# Dataset records
=== Section Start ===
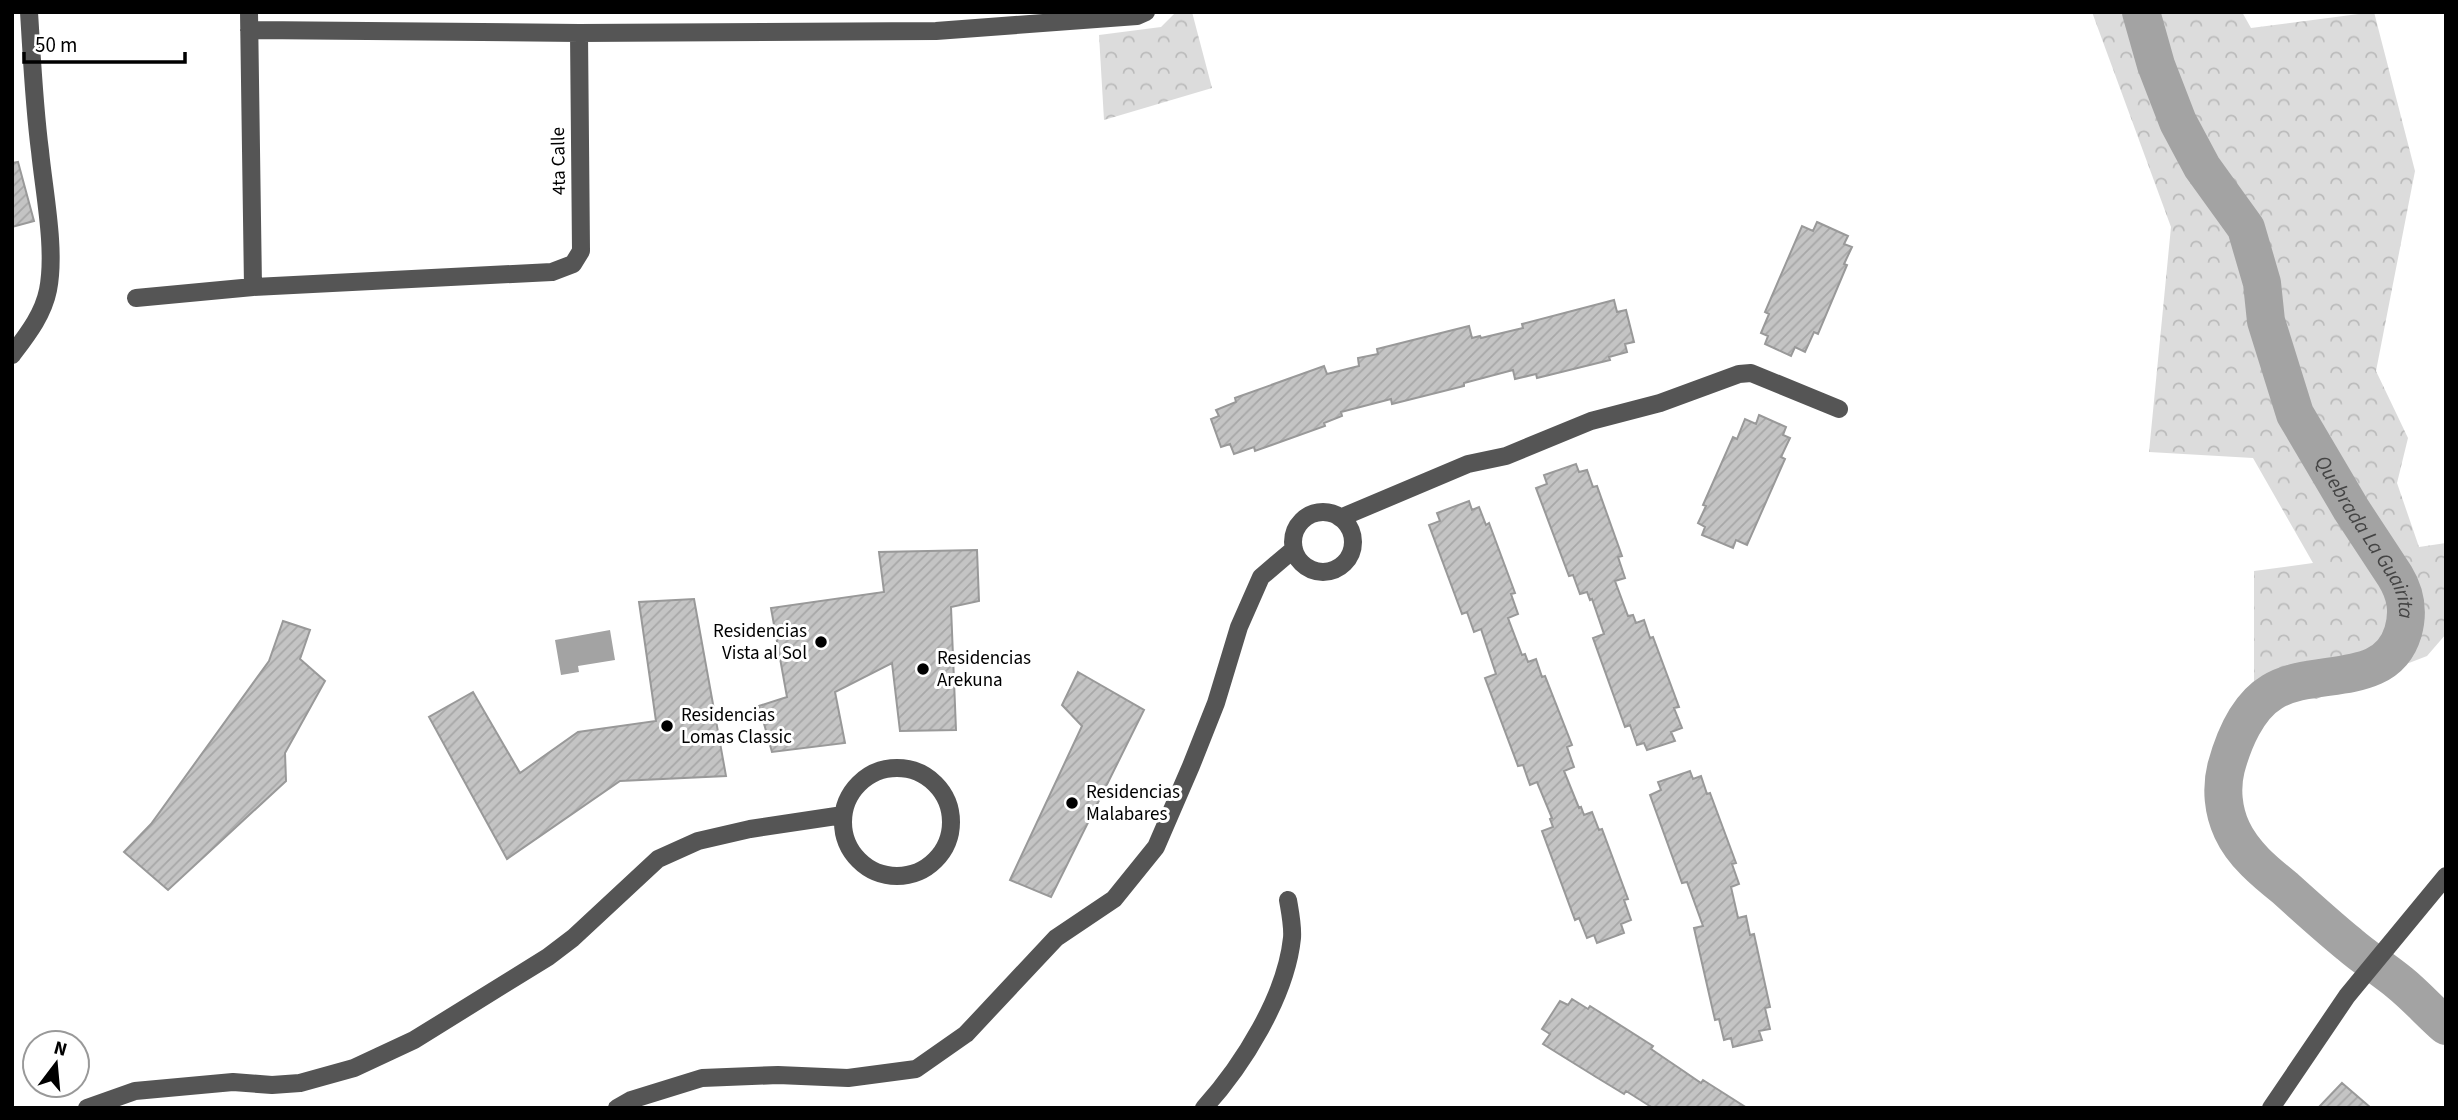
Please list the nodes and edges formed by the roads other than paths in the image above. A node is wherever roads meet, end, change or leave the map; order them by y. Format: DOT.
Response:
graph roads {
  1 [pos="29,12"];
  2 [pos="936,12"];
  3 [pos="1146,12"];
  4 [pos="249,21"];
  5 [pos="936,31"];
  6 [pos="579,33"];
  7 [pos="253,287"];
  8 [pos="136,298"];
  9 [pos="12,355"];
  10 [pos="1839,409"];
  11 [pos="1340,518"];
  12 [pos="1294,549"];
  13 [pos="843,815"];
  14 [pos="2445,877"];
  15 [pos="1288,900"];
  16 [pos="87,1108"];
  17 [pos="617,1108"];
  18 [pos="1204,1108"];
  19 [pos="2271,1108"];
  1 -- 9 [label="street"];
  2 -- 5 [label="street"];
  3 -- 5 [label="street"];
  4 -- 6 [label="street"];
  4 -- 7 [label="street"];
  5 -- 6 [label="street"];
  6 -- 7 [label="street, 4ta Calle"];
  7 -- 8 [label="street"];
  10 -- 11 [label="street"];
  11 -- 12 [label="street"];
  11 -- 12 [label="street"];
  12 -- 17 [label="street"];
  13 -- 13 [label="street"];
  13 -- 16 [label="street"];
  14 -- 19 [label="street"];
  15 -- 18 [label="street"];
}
=== Section End ===
=== Section Start ===
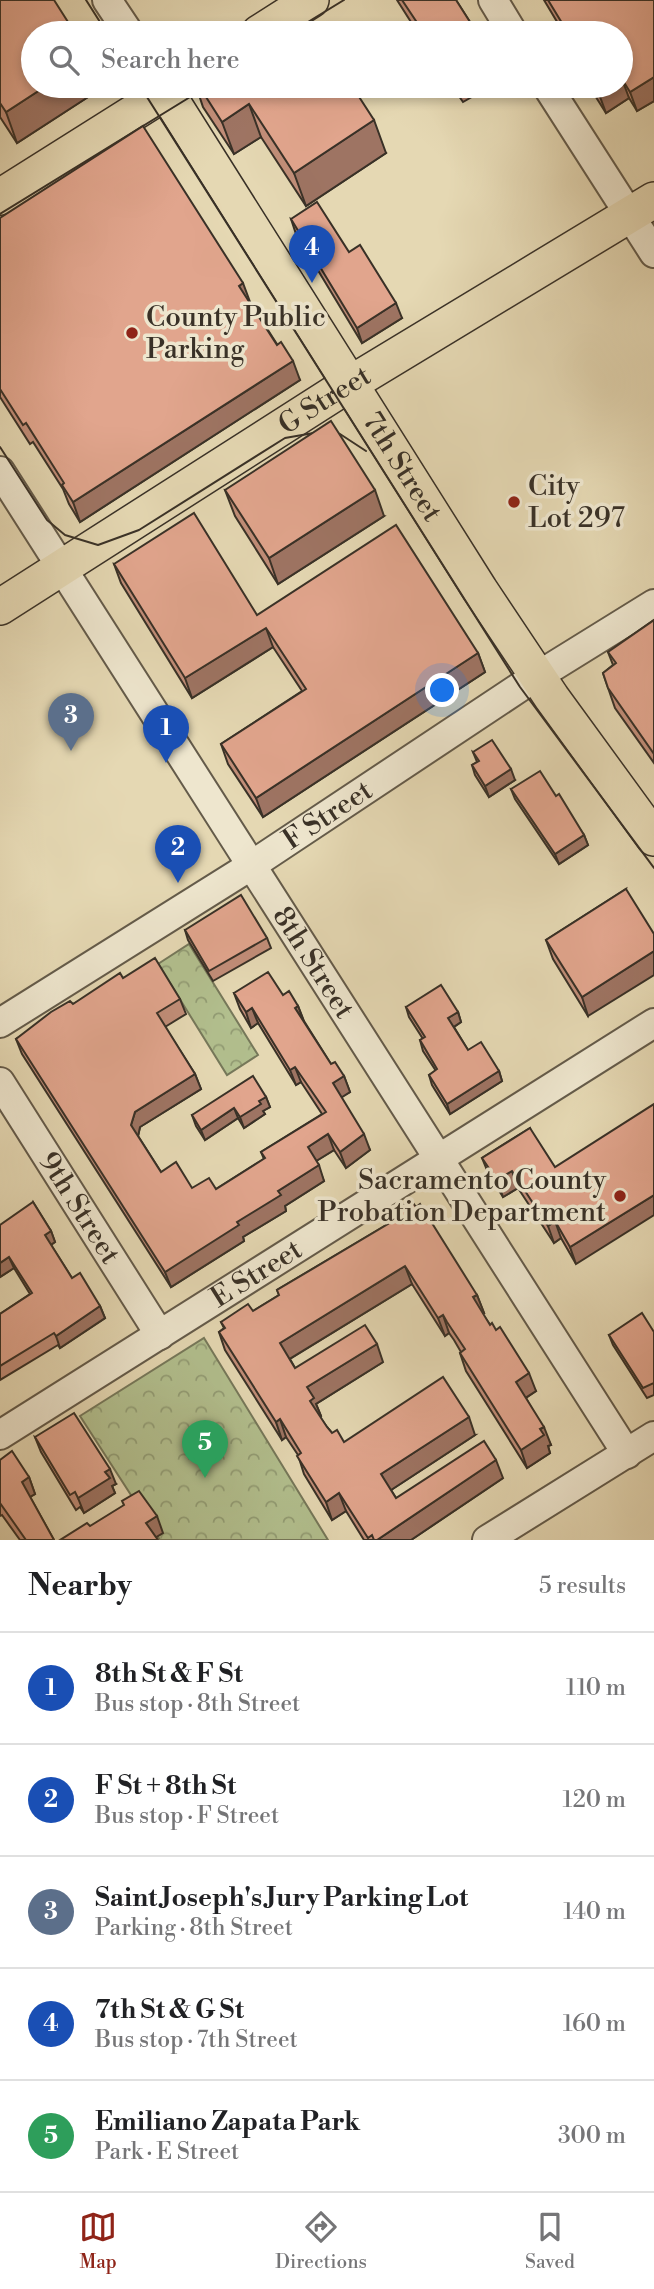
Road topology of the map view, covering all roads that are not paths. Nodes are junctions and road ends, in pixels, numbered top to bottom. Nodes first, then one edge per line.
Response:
=== Section End ===
# Instructions to follow
Return each line above where the word "paths" shows up.

# Response
Please list the nodes and edges formed by the roads other than paths in the image above. A node is wherever roads meet, end, change or leave the map; order them by y. Format: DOT.
Road topology of the map view, covering all roads that are not paths. Nodes are junctions and road ends, in pixels, numbered top to bottom. Nodes first, then one edge per line.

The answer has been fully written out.